Would you repeat the whole listing exactly?

─── DATASET CONTENT ───

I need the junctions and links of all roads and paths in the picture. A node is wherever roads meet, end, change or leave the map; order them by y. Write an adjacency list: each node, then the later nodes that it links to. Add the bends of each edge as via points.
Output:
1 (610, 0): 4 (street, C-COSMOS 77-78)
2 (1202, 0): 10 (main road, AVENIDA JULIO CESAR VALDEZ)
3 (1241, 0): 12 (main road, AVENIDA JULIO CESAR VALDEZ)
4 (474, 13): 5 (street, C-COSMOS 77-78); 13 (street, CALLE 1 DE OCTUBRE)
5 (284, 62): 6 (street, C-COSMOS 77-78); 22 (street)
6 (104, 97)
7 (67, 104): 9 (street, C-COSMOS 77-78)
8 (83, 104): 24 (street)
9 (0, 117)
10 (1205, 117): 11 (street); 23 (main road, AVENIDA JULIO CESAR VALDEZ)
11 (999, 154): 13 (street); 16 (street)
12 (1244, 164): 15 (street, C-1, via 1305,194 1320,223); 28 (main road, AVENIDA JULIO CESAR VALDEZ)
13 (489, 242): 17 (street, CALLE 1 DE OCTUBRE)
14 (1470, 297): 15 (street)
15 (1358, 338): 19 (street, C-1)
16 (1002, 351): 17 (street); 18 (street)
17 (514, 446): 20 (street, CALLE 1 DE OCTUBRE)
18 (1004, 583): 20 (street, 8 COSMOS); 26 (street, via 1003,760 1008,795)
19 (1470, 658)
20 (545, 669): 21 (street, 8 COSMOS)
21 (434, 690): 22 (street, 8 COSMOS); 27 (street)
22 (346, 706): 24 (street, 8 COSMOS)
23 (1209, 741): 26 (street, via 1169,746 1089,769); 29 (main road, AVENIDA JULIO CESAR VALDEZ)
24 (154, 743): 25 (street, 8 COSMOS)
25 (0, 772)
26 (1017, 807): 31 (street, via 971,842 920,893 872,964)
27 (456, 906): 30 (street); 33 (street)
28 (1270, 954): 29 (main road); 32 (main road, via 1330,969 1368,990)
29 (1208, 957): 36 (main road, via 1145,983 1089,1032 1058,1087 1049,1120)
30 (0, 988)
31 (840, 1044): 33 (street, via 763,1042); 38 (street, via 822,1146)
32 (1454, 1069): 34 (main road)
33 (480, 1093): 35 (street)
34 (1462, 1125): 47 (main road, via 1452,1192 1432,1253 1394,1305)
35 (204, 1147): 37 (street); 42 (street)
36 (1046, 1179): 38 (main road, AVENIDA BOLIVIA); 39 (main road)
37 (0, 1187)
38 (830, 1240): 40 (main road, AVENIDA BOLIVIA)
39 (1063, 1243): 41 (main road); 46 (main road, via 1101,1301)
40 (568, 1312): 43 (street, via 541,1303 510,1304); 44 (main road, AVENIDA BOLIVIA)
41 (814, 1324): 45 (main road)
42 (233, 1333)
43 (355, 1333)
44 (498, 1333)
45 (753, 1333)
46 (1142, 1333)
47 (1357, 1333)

───

EXERCISE OUTPUT:
I need the junctions and links of all roads and paths in the picture. A node is wherever roads meet, end, change or leave the map; order them by y. Write an adjacency list: each node, then the later nodes that it links to. Add the bends of each edge as via points.
Output:
1 (610, 0): 4 (street, C-COSMOS 77-78)
2 (1202, 0): 10 (main road, AVENIDA JULIO CESAR VALDEZ)
3 (1241, 0): 12 (main road, AVENIDA JULIO CESAR VALDEZ)
4 (474, 13): 5 (street, C-COSMOS 77-78); 13 (street, CALLE 1 DE OCTUBRE)
5 (284, 62): 6 (street, C-COSMOS 77-78); 22 (street)
6 (104, 97)
7 (67, 104): 9 (street, C-COSMOS 77-78)
8 (83, 104): 24 (street)
9 (0, 117)
10 (1205, 117): 11 (street); 23 (main road, AVENIDA JULIO CESAR VALDEZ)
11 (999, 154): 13 (street); 16 (street)
12 (1244, 164): 15 (street, C-1, via 1305,194 1320,223); 28 (main road, AVENIDA JULIO CESAR VALDEZ)
13 (489, 242): 17 (street, CALLE 1 DE OCTUBRE)
14 (1470, 297): 15 (street)
15 (1358, 338): 19 (street, C-1)
16 (1002, 351): 17 (street); 18 (street)
17 (514, 446): 20 (street, CALLE 1 DE OCTUBRE)
18 (1004, 583): 20 (street, 8 COSMOS); 26 (street, via 1003,760 1008,795)
19 (1470, 658)
20 (545, 669): 21 (street, 8 COSMOS)
21 (434, 690): 22 (street, 8 COSMOS); 27 (street)
22 (346, 706): 24 (street, 8 COSMOS)
23 (1209, 741): 26 (street, via 1169,746 1089,769); 29 (main road, AVENIDA JULIO CESAR VALDEZ)
24 (154, 743): 25 (street, 8 COSMOS)
25 (0, 772)
26 (1017, 807): 31 (street, via 971,842 920,893 872,964)
27 (456, 906): 30 (street); 33 (street)
28 (1270, 954): 29 (main road); 32 (main road, via 1330,969 1368,990)
29 (1208, 957): 36 (main road, via 1145,983 1089,1032 1058,1087 1049,1120)
30 (0, 988)
31 (840, 1044): 33 (street, via 763,1042); 38 (street, via 822,1146)
32 (1454, 1069): 34 (main road)
33 (480, 1093): 35 (street)
34 (1462, 1125): 47 (main road, via 1452,1192 1432,1253 1394,1305)
35 (204, 1147): 37 (street); 42 (street)
36 (1046, 1179): 38 (main road, AVENIDA BOLIVIA); 39 (main road)
37 (0, 1187)
38 (830, 1240): 40 (main road, AVENIDA BOLIVIA)
39 (1063, 1243): 41 (main road); 46 (main road, via 1101,1301)
40 (568, 1312): 43 (street, via 541,1303 510,1304); 44 (main road, AVENIDA BOLIVIA)
41 (814, 1324): 45 (main road)
42 (233, 1333)
43 (355, 1333)
44 (498, 1333)
45 (753, 1333)
46 (1142, 1333)
47 (1357, 1333)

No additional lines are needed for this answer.